Dynamic applications consist of one or more dynamic objects. The dynamic application is typically a dynamic executable and associated dynamic object dependencies. As part of the initialization of a dynamic application, the runtime linker completes the binding of the application to its dynamic object dependencies.
In addition to initializing an application, the runtime linker provides services that enable the application to extend its address space by adding dynamic objects and binding to symbols within them.
The runtime linker performs the following functions:
Analyzes the executable's dynamic information section and determines which dynamic libraries are required.
Locates and loads the required dynamic libraries, and analyzes their dynamic information sections to determine whether additional dynamic library dependencies are required.
Performs the necessary relocations to bind dynamic libraries in preparation for actor execution (after all dynamic libraries are located and loaded).

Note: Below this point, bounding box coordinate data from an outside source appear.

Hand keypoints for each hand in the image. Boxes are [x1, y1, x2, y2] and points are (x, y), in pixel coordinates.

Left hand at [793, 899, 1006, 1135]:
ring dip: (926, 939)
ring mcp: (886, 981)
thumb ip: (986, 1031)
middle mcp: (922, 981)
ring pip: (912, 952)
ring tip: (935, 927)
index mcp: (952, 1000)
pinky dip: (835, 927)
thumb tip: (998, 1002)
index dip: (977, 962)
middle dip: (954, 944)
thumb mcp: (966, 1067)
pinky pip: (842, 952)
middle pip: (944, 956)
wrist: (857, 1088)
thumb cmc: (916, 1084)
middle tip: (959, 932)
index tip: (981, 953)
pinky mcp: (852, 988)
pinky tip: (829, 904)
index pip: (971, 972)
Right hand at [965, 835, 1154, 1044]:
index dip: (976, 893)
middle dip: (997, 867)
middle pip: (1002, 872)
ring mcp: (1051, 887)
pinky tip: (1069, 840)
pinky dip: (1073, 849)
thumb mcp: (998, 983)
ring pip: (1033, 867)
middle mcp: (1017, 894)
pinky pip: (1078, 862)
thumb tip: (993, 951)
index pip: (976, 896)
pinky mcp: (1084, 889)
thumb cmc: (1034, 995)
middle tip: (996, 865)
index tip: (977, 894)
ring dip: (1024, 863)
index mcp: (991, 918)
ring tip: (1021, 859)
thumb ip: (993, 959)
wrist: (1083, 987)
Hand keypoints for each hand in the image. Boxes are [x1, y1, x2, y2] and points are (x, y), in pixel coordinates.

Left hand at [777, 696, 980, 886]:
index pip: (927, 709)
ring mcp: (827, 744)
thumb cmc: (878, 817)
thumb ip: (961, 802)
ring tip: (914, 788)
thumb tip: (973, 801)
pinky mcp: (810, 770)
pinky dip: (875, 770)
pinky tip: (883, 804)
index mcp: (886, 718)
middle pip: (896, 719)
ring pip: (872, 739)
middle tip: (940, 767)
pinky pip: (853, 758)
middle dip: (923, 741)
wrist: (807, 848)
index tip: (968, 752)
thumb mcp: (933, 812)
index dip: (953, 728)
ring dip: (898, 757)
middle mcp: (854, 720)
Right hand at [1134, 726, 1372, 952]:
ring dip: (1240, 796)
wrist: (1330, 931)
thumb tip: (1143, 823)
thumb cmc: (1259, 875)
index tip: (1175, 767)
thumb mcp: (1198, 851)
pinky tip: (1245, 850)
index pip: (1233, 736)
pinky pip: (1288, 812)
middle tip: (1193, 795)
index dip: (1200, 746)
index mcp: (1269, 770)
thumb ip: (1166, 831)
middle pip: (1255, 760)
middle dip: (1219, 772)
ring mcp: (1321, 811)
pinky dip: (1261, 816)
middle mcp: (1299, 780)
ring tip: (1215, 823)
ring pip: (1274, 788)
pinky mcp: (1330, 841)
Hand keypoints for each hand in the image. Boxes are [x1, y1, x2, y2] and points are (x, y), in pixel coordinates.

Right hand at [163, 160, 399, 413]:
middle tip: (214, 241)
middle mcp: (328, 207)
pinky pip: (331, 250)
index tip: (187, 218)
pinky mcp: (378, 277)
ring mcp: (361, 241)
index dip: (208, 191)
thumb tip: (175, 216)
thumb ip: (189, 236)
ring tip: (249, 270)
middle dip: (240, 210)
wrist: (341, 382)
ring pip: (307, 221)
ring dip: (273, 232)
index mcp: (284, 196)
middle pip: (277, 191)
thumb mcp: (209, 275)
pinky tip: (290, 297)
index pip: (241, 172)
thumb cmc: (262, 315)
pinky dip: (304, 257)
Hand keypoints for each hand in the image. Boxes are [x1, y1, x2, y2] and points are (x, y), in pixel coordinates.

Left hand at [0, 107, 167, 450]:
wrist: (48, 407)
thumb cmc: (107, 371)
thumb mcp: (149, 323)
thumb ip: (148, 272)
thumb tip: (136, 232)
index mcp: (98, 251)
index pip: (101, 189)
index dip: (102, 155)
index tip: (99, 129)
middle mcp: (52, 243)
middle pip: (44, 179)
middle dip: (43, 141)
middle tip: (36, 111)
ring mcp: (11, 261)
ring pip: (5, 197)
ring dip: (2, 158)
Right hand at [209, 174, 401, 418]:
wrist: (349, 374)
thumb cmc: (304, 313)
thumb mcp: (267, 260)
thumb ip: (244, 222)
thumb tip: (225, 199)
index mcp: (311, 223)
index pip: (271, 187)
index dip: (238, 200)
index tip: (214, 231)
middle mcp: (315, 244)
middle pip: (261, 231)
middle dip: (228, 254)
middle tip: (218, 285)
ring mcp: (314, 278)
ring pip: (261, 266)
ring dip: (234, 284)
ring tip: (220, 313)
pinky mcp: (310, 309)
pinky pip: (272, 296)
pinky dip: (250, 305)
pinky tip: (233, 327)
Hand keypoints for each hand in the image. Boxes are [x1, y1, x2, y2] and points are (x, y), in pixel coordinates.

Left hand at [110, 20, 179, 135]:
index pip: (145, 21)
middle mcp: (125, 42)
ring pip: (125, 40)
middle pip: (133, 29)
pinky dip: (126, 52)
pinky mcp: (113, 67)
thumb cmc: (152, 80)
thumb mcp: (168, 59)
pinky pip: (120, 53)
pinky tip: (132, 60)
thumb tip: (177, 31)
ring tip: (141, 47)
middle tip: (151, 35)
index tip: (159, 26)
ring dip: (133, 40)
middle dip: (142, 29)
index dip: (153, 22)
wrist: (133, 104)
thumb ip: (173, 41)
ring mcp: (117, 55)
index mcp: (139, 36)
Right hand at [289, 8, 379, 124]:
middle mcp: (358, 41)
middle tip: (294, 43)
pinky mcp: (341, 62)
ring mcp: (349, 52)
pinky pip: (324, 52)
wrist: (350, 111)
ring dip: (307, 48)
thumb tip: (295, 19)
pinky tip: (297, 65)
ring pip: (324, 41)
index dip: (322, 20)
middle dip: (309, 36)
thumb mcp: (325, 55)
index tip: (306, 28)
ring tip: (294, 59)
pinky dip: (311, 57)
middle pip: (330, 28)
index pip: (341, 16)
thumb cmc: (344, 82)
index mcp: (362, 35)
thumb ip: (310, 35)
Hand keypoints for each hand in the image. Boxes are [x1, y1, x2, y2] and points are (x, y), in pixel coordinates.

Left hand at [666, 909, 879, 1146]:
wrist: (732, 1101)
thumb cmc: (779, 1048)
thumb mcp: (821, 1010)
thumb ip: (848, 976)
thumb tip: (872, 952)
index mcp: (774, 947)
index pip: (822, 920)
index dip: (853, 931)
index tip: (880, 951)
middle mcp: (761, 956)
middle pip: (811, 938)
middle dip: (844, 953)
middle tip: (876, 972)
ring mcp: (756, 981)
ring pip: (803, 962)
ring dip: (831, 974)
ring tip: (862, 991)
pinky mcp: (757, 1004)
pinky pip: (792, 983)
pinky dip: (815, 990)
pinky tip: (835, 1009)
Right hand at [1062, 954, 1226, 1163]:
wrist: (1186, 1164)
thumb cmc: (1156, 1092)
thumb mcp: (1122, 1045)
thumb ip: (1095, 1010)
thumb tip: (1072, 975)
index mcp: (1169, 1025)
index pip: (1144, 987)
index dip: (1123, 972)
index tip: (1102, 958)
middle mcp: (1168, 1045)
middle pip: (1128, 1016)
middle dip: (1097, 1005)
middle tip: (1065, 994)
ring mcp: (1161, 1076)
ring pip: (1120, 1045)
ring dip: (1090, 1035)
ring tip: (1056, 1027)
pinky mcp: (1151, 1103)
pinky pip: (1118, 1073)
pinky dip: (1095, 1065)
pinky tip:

Calls any initialization functions provided by the dynamic libraries. The initialization functions are called in the reverse order of the topologically sorted dependencies. Should cyclical dependencies exist, the initialization functions are called using the sorted order with the cycle removed.
Passes control to the application.
Calls all finalization functions on deletion of dynamic objects from the actor. The finalization functions are called in the order of the topologically sorted dependencies.
Acquires additional dynamic objects with dlopen() and binds to symbols within these objects using dlsym(), if required by the application.
The runtime linker uses a prescribed search path for locating the dynamic dependencies of an object. The default search paths are the runpath recorded in the object, proceeded by /usr/lib. The runpath is specified when the dynamic object is constructed using the -rpath option of the linker. The environment variable LD_LIBRARY_PATH can be used to indicate directories that are to be searched ahead of the default directories.
The runtime linker requires a file system to load dynamic objects. This file system can be on a host and can be accessed through NFS from the target. In embedded systems without a network connection, a bank of the system image can be used. For example, /image/sys_bank.
The following environment variables are used by the runtime linker:
LD_LIBRARY_PATH specifies a colon-separated list of directories that are to be searched ahead of the default directories defined previously. The colon-separated list is used to enhance the search path that the runtime linker uses to locate dynamic and shared libraries.
LD_PRELOAD provides a dynamic object name that is linked after the program is loaded but before any other dynamic objects that the program references.
LD_DEBUG is a column-separated list of tokens
for debugging the runtime linking of an application. Each token is associated
with a set of traces that are displayed during runtime linking. The supported
tokens are: file-ops
, reloc
, symbol-resolution
, malloc
, segment-alloc
, dependency
, misc
, linking
, dynamic-map-op
, group
, and error
.
Wildcard substitutions can also be used, for example, s*
matches both symbol-resolution
and segment-alloc
. Using just the wildcard (*
) matches
all traces.
Immediate binding:
The runtime linker performs both data reference and function reference relocations during process initialization (before transferring control to the application). This behavior is equivalent to the LD_BIND_NOW behavior in the Solaris operating environment (lazy binding is not supported).
No version checking:
The runtime linker does not perform version dependency checking. When looking for a library, the runtime linker looks for a file name that matches the library name exactly. This behavior is equivalent to the LD_NOVERSION behavior in the Solaris operating environment.
Weak symbols and aliases:
During symbol resolution, weak symbols are silently overridden by any global definition with the same name. Weak symbols can be defined alone or as aliases to global symbols. Weak symbols are defined with pragma definitions.
Call debug:
The runtime linker obtains debug information from the dynamic libary, thereby enabling you to debug the dynamic library.